Planet Gore

Going Green Takes (More) Green

The costs of “greening” Mother Earth will take even more money than expected, the United Nations now says. The trumpeter of the dangers of anthropogenic global warming and of the necessities of cutting carbon to combat it has upped its cost projections. Fox News reports,

Two years ago, U.N. researchers were claiming that it would cost “as much as $600 billion a year over the next decade” to go green.

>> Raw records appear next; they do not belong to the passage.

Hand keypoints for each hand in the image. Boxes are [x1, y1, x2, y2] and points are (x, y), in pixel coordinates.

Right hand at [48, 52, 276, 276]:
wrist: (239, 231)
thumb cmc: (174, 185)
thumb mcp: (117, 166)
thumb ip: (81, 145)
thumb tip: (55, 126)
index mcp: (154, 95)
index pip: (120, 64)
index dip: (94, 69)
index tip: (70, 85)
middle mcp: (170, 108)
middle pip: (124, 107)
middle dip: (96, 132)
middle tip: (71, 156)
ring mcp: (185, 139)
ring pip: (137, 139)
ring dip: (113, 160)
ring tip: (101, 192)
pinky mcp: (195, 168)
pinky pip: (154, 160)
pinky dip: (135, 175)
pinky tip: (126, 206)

Now, a new U.N. report has more than tripled that number to $1.9 trillion per year for 40 years.

The new 251-page report with the benign sounding name of the “World Economic and Social Survey 2011” is rife with goodies calling for “a radically new economic strategy” and “global governance.” 

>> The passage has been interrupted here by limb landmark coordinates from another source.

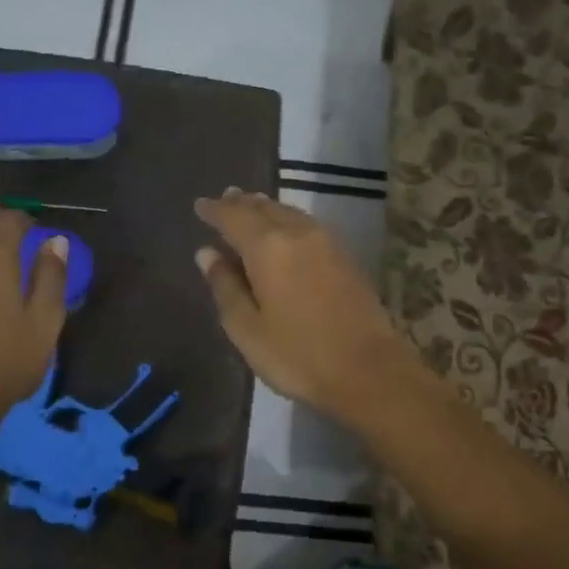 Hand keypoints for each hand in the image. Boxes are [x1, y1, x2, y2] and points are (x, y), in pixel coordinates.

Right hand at [194, 189, 407, 423]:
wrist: (370, 371)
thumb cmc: (298, 355)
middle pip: (265, 209)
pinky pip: (308, 225)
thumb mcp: (248, 329)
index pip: (234, 217)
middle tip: (225, 198)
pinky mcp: (346, 257)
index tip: (199, 205)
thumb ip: (225, 287)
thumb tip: (207, 253)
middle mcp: (298, 234)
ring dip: (267, 208)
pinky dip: (288, 220)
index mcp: (268, 248)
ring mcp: (328, 243)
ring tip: (251, 206)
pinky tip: (286, 230)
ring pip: (290, 214)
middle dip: (242, 203)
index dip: (214, 210)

Throw in possible national energy use caps and a massive redistribution of wealth and the survey is trying to remake the entire globe. The report has the imprimatur of the U.N., with the preface signed by U.N. Secretary-General Ban Ki-Moon — all part of the “goal of full decarbonization of the global energy system by 2050.”

 

 

 

 

 

 

 

 

 

 

 

 

 

 

 

 

 

 

 

 

 

 

 

 

 

 

The survey details where that money would go. “Survey estimates that incremental green investment of about 3 percent of world gross product (WGP) (about $1.9 trillion in 2010) would be required to overcome poverty, increase food production to eradicate hunger without degrading land and water resources, and avert the climate change catastrophe.”

 

 

 

 

 

 

 

 

 

 

 

The U.N. calls for a push toward the “green economy” even though it freely admits “there is no unique definition of the green economy.” The survey’s introduction rationalizes the massive cost by explaining “the green economy concept is based on the conviction that the benefits of investing in environmental sustainability outweigh the cost of not doing so.” So, by that rationale, any cost is sustainable.

 

 

 

 

 

 

 

And, as in all things from the U.N., government is the solution: “Governments will have to assume a much more central role” in making the change to a green economy. Where there’s government, there must be control and “active industrial and educational policies aimed at inducing the necessary changes in infrastructure and production processes.”